Composition is a huge word in the photography world, and in the 3D art world, as well. I don’t much like thinking about it, which tells me it’s something I probably should look into. I avoid stuff I don’t completely understand. To me, the word and the concept behind it just smacks of careful thought, and planning, and mapping out concepts, and all sorts of other stuff, when all I want to do is make pictures I think are cool looking. But to get those cool looking pictures, I really should know the rules of the trade. Right?

A very basic definition of composition, as applied to both photography and 3D art, is “the arrangement of visual elements within the visual frame.” Nice, bland, boring definition. It doesn’t take into account the vast amount of discourse on composition available online, in books, in videos and classes and pamphlets… You get the picture.

Now, I’m not about to take on the entire subject of composition in this blog post. That’d take half a lifetime. And I’m going to assume that if you’re reading this, you’ve probably run across the term before, and maybe even concepts like the “rule of thirds” and the “golden spiral.” What I will do, however, is share some thoughts I’ve had recently while I was supposed to be working, about how traditional composition fits together with the worldbuilding a writer does, and applies to 3D art.

A 3D artist, like an author or a movie director, is in complete control of the set. Of course, in this case, the set is a program window in DAZ Studio, empty and waiting to be filled with magic.

So what belongs on this blank stage? The obvious things are a character and some background elements. But to build a believable world, you need a whole lot more than that.

Cue WRITER, stage center.

As a writer, I’m used to thinking about the backstories of my characters, and I suggest doing that for 3D artwork, as well. Giving the character a life and a story, even if it just stays in your head, will make a more believable image. What’s the character’s name? What kind of world does he/she live in? What is he/she doing at the moment you want to portray? What colors does he/she like? (Yes, there’s a reason to know that.) Does he/she have a job? A pet? A significant other? Or even three significant others.
Now for the setting. Where do you want this person? Or creature, or plant… nothing says, after all, that the subject of an image must be a human. Best part about 3D art right there, if you want to do a picture of an alien infant as it hatches from an egg, you can, and make it as realistic as a photograph. But for now, I’m going to call the subject a female person. What can she see around her? Can she hear anything? Is there any noticeable smell?
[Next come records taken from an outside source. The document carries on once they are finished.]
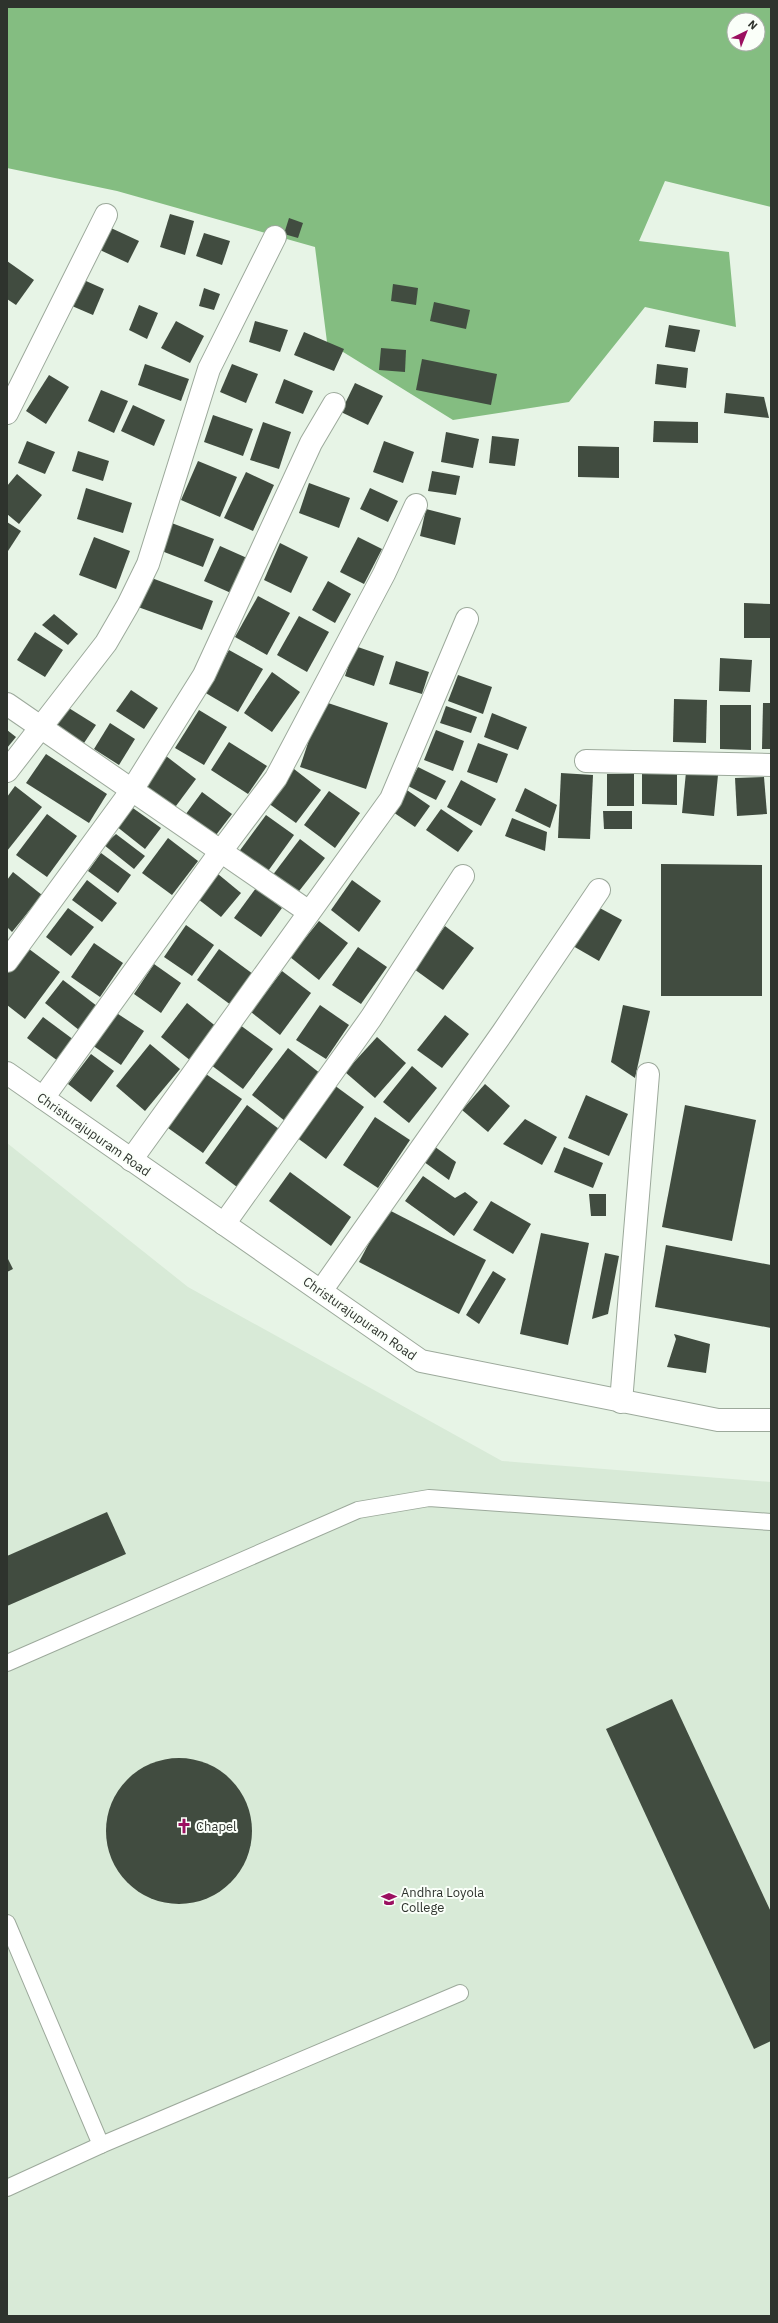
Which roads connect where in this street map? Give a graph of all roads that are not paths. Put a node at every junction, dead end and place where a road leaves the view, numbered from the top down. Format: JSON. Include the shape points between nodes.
{"nodes":[{"id":1,"x":106,"y":215,"type":"dead end"},
{"id":2,"x":275,"y":237,"type":"dead end"},
{"id":3,"x":334,"y":404,"type":"dead end"},
{"id":4,"x":7,"y":413,"type":"edge"},
{"id":5,"x":416,"y":505,"type":"dead end"},
{"id":6,"x":467,"y":619,"type":"dead end"},
{"id":7,"x":7,"y":704,"type":"edge"},
{"id":8,"x":40,"y":728,"type":"junction"},
{"id":9,"x":586,"y":761,"type":"dead end"},
{"id":10,"x":771,"y":765,"type":"edge"},
{"id":11,"x":7,"y":771,"type":"edge"},
{"id":12,"x":132,"y":790,"type":"junction"},
{"id":13,"x":221,"y":850,"type":"junction"},
{"id":14,"x":463,"y":876,"type":"dead end"},
{"id":15,"x":599,"y":890,"type":"dead end"},
{"id":16,"x":309,"y":912,"type":"junction"},
{"id":17,"x":7,"y":961,"type":"edge"},
{"id":18,"x":7,"y":1073,"type":"edge"},
{"id":19,"x":648,"y":1074,"type":"dead end"},
{"id":20,"x":43,"y":1098,"type":"junction"},
{"id":21,"x":131,"y":1160,"type":"junction"},
{"id":22,"x":224,"y":1224,"type":"junction"},
{"id":23,"x":320,"y":1291,"type":"junction"},
{"id":24,"x":620,"y":1402,"type":"junction"},
{"id":25,"x":771,"y":1420,"type":"edge"},
{"id":26,"x":771,"y":1522,"type":"edge"},
{"id":27,"x":7,"y":1663,"type":"edge"},
{"id":28,"x":7,"y":1923,"type":"edge"},
{"id":29,"x":460,"y":1993,"type":"dead end"},
{"id":30,"x":101,"y":2146,"type":"junction"},
{"id":31,"x":7,"y":2188,"type":"edge"}],
"edges":[{"from":1,"to":4,"type":"street"},
{"from":2,"to":8,"type":"street","via":[[209,369],[148,564],[106,643]]},
{"from":3,"to":12,"type":"street","via":[[311,443],[204,675]]},
{"from":5,"to":13,"type":"street","via":[[384,574],[276,778]]},
{"from":6,"to":16,"type":"street","via":[[391,799]]},
{"from":7,"to":8,"type":"street"},
{"from":8,"to":11,"type":"street"},
{"from":8,"to":12,"type":"street"},
{"from":9,"to":10,"type":"street"},
{"from":12,"to":13,"type":"street"},
{"from":12,"to":17,"type":"street"},
{"from":13,"to":16,"type":"street"},
{"from":13,"to":20,"type":"street"},
{"from":14,"to":22,"type":"street","via":[[371,1018]]},
{"from":15,"to":23,"type":"street","via":[[503,1032]]},
{"from":16,"to":21,"type":"street"},
{"from":18,"to":20,"type":"street","name":"Christurajupuram Road"},
{"from":19,"to":24,"type":"street"},
{"from":20,"to":21,"type":"street","name":"Christurajupuram Road"},
{"from":21,"to":22,"type":"street","name":"Christurajupuram Road"},
{"from":22,"to":23,"type":"street","name":"Christurajupuram Road"},
{"from":23,"to":24,"type":"street","name":"Christurajupuram Road","via":[[421,1361]]},
{"from":24,"to":25,"type":"street","name":"Christurajupuram Road","via":[[718,1420]]},
{"from":26,"to":27,"type":"lane","via":[[429,1498],[358,1510]]},
{"from":28,"to":30,"type":"lane"},
{"from":29,"to":30,"type":"lane"},
{"from":30,"to":31,"type":"lane"}]}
What objects can she reach out and pick up, or otherwise interact with?

This is the point when I start getting into the details of my character, the posing and dressing and hairstyle. Here’s the part where it’s helpful to know your character’s favorite color is emerald green, because you can retexture the clothes you choose to reflect the character’s personality.

You’ve got your basic scene, now. There’s a person, who is doing something, in a setting with stuff all around. That sounds terribly unimpressive when described so generically, but it looks a lot better in your head, doesn’t it? Now think about the atmosphere. And I don’t just mean the stuff your character is breathing. What is the temperature? What is the time of day? Where is the sun, or the moon? Are there stars or planets visible? Indoors or outdoors? Is there any haze in the air, and if so, why? A foggy mist produces a different kind of haze than, say, flying sawdust. What does the lighting look like? Are there bugs, or birds, or pixies? Is there perhaps a cat creeping across the mantle of the fireplace?

So there you go. That’s the kind of thinking I do when I’m writing, and applying it to 3D art works just as well, and helps avoid that whole “purchased content plopped on a stage without much thought” look that sometimes happens in 3D rendering. Maybe seeing the worldbuilding process laid out from an art perspective will give you ideas. If so, feel free to share the results!